I found the smokiness less intense than Uncle Frank's (albeit that's true of all other California BBQ joints I've tried too), while the meat specialties were more diverse than at H. Butler's (an authentic but uneven Sunnyvale independent). For sheer flavor, I most enjoyed the beef brisket (a famous Texas specialty) which showed a telltale colored "smoke ring" around the edges. Pulled pork sample was milder in flavor, very low salt, a versatile product easily adapted to sandwiches or other uses. Turkey was lean and juicy white meat (smoked poultry is particularly useful as a cooking ingredient, for everything from pasta toppings to egg dishes.)

Like any such restaurant, Dickey's offers pro-forma "side dishes" (salads, beans, macaroni/cheese), and also charming small pillow-shaped biscuits. Such accessories aren't the restaurant's focus, so I seldom dwell much on them, nor judge a restaurant by them.

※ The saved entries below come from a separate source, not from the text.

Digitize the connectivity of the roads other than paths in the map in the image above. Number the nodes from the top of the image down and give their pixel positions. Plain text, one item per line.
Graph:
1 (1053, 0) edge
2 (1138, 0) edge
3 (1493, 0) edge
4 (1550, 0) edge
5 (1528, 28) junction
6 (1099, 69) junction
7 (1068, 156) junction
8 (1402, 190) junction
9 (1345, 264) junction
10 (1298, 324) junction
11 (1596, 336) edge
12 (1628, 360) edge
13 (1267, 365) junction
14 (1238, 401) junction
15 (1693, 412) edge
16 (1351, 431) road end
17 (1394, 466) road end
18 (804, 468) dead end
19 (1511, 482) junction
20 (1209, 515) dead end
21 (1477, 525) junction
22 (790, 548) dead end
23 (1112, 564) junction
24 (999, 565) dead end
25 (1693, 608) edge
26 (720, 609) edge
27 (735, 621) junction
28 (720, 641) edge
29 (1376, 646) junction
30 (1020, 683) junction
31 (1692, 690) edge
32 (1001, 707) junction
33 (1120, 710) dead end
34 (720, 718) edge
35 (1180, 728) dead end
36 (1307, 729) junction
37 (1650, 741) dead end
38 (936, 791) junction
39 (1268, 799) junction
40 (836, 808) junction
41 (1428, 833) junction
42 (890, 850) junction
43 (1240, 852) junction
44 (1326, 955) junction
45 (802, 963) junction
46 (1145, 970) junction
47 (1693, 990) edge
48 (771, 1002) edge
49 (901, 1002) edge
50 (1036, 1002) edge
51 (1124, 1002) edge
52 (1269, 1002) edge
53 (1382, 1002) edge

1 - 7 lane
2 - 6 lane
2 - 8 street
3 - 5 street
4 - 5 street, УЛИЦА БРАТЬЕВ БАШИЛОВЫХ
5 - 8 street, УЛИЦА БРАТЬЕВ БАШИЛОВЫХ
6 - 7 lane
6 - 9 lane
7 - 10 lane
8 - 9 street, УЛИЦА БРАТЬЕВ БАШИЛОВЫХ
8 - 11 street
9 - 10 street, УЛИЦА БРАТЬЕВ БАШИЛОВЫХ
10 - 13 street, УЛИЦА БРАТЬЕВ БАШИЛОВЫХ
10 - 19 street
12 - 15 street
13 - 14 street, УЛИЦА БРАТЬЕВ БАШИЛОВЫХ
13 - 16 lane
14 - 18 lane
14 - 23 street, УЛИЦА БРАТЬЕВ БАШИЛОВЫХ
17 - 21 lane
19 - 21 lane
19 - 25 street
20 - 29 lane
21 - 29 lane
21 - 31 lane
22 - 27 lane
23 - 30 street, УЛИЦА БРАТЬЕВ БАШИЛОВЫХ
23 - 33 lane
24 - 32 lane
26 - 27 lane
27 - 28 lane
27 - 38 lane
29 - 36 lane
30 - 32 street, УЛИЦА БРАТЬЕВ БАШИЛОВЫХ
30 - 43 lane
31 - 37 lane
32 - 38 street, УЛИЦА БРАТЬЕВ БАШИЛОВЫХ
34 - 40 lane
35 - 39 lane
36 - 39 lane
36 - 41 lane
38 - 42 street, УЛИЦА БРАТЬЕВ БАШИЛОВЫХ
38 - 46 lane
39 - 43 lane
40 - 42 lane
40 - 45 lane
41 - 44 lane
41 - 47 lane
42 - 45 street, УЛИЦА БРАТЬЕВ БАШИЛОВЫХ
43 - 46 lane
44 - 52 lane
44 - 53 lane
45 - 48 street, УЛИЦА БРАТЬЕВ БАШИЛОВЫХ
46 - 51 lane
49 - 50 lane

Dickey's won't put Dittmer's out of business, but its take-out meats are different anyway, more distinctly American, and worth knowing about, especially for people living nearby. Catering is another part of Dickey's business, with various meal packages offered on the menu.

Comments

Don't miss out on the discussion!
Sign up to be notified of new comments on this topic.

Email:


Post a comment

On Wednesday, we'll be launching a new website. To prepare and make sure all our content is available on the new platform, commenting on stories and in TownSquare has been disabled. When the new site is online, past comments will be available to be seen and we'll reinstate the ability to comment. We appreciate your patience while we make this transition..

Stay informed.

Get the day's top headlines from Mountain View Online sent to your inbox in the Express newsletter.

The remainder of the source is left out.